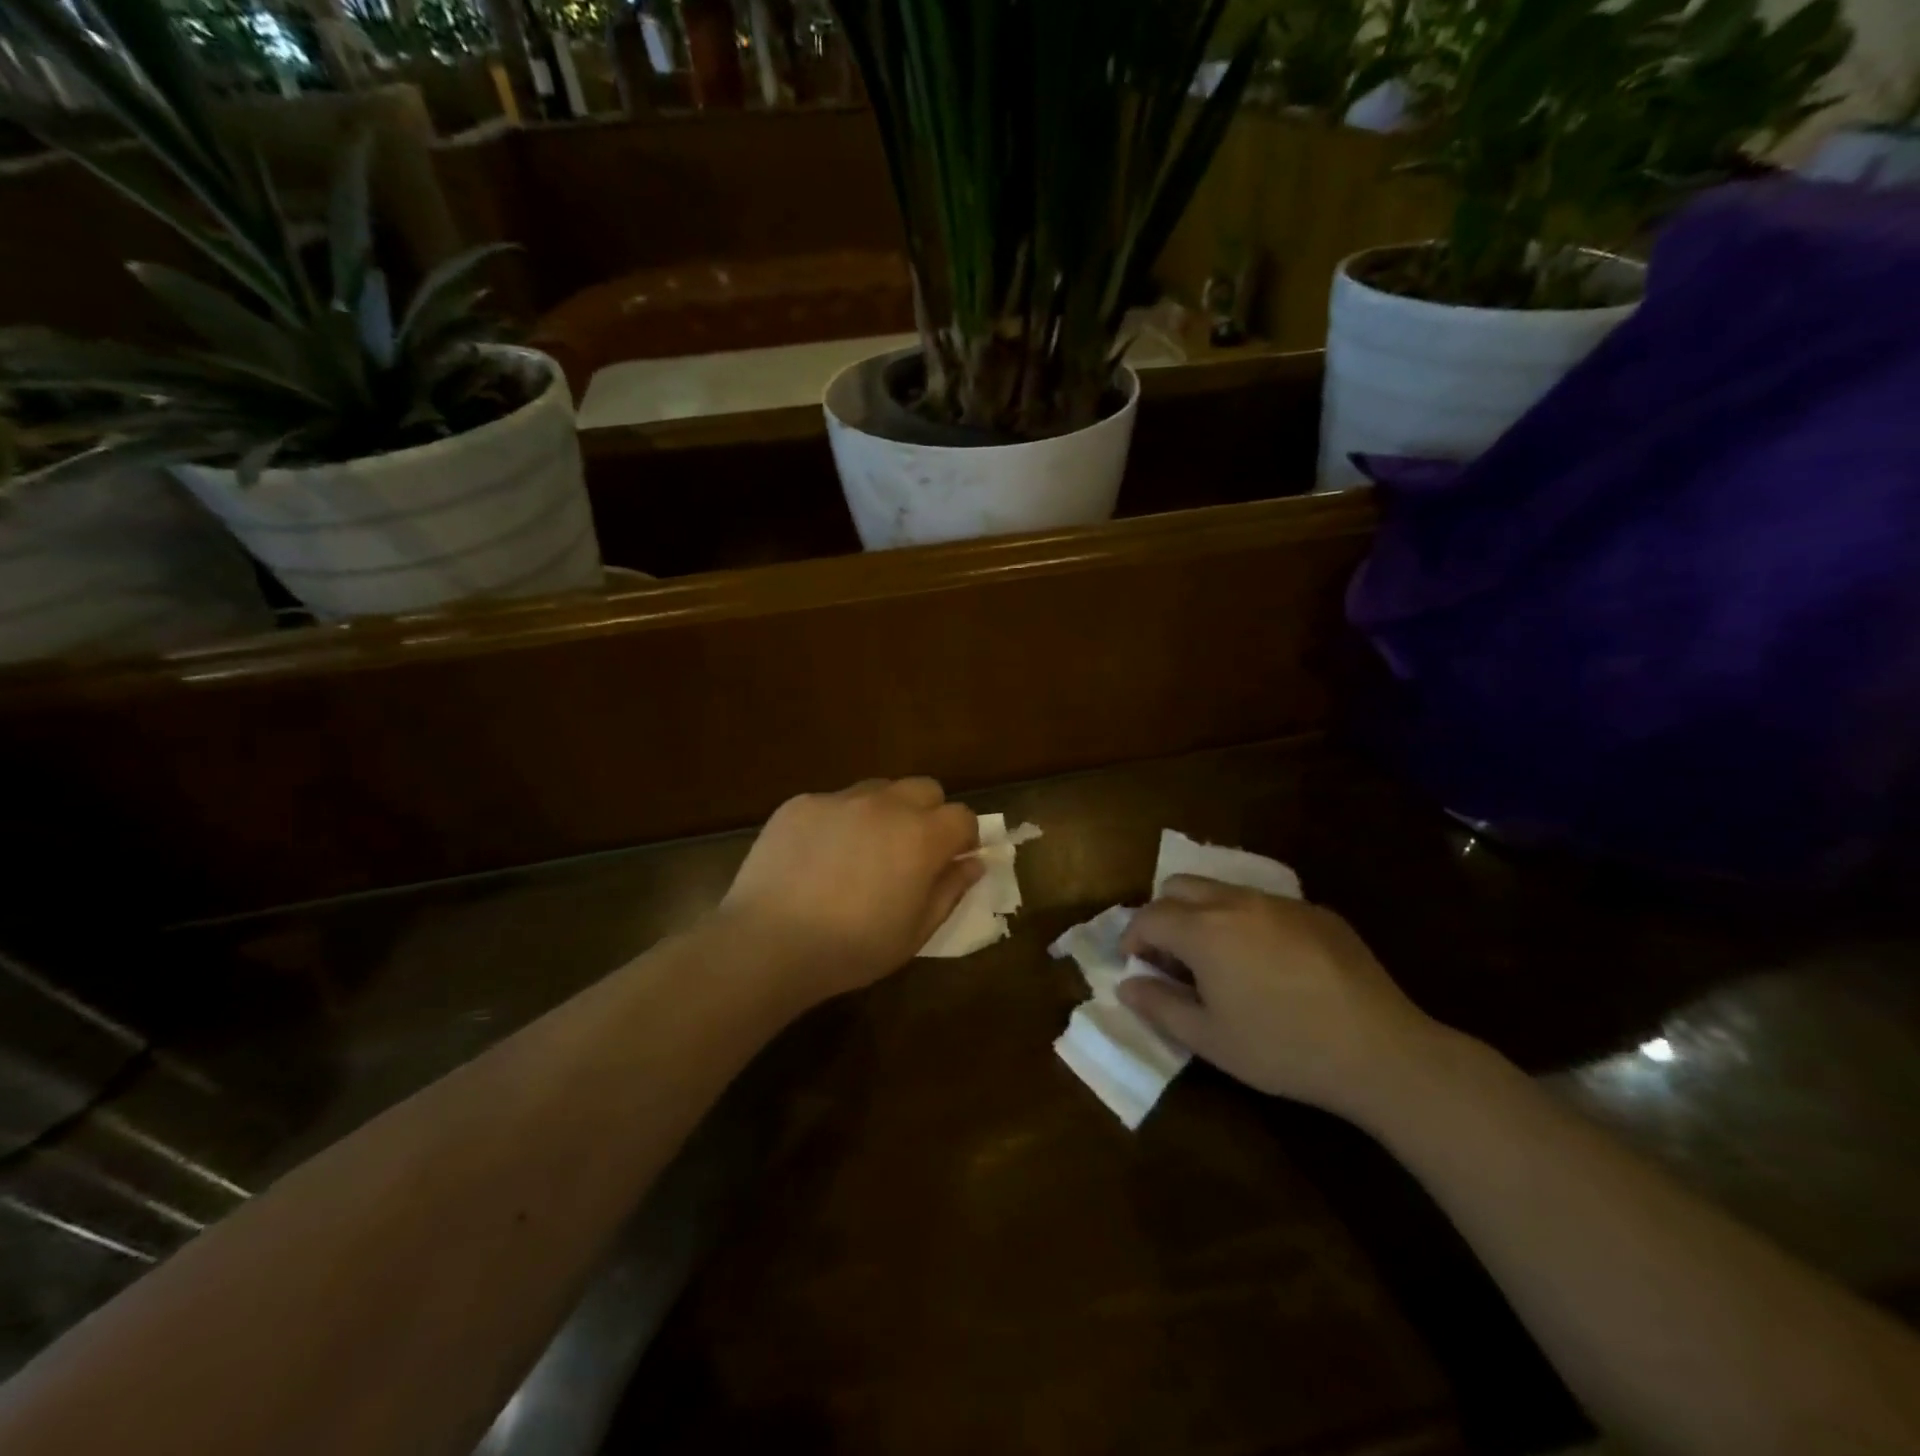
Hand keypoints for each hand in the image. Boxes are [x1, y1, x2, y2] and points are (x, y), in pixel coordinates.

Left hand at [718, 778, 981, 1005]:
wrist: (769, 942)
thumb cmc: (852, 948)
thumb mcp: (915, 932)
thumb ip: (950, 891)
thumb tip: (973, 863)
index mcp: (922, 837)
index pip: (963, 816)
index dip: (963, 837)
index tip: (953, 860)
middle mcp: (886, 805)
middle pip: (925, 789)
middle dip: (929, 813)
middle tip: (911, 851)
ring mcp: (840, 799)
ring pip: (879, 789)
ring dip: (885, 811)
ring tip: (863, 850)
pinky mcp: (801, 803)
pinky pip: (834, 801)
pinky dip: (839, 820)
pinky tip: (819, 857)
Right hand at [1118, 877, 1449, 1123]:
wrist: (1379, 1049)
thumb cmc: (1282, 1048)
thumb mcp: (1210, 1039)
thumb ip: (1160, 1006)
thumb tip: (1127, 984)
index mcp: (1203, 930)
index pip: (1149, 916)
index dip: (1132, 937)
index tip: (1134, 962)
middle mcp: (1236, 902)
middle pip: (1180, 886)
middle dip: (1163, 913)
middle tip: (1172, 955)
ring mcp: (1280, 902)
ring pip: (1224, 890)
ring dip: (1205, 913)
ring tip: (1219, 958)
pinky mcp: (1317, 911)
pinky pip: (1266, 904)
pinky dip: (1249, 922)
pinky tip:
-*-*-
▸ **Work instruction**
Set the lines above down again, word for word, from the first through the one containing "thumb tip: (973, 863)"; pictures excluded.

▸ **Response area**
Hand keypoints for each hand in the image. Boxes are [x1, y1, x2, y2] and points are (x, y), in pixel coordinates.

Left hand at [718, 778, 981, 1005]:
wrist: (769, 942)
thumb cmc: (852, 948)
thumb mcp: (915, 932)
thumb ip: (950, 891)
thumb tip: (973, 863)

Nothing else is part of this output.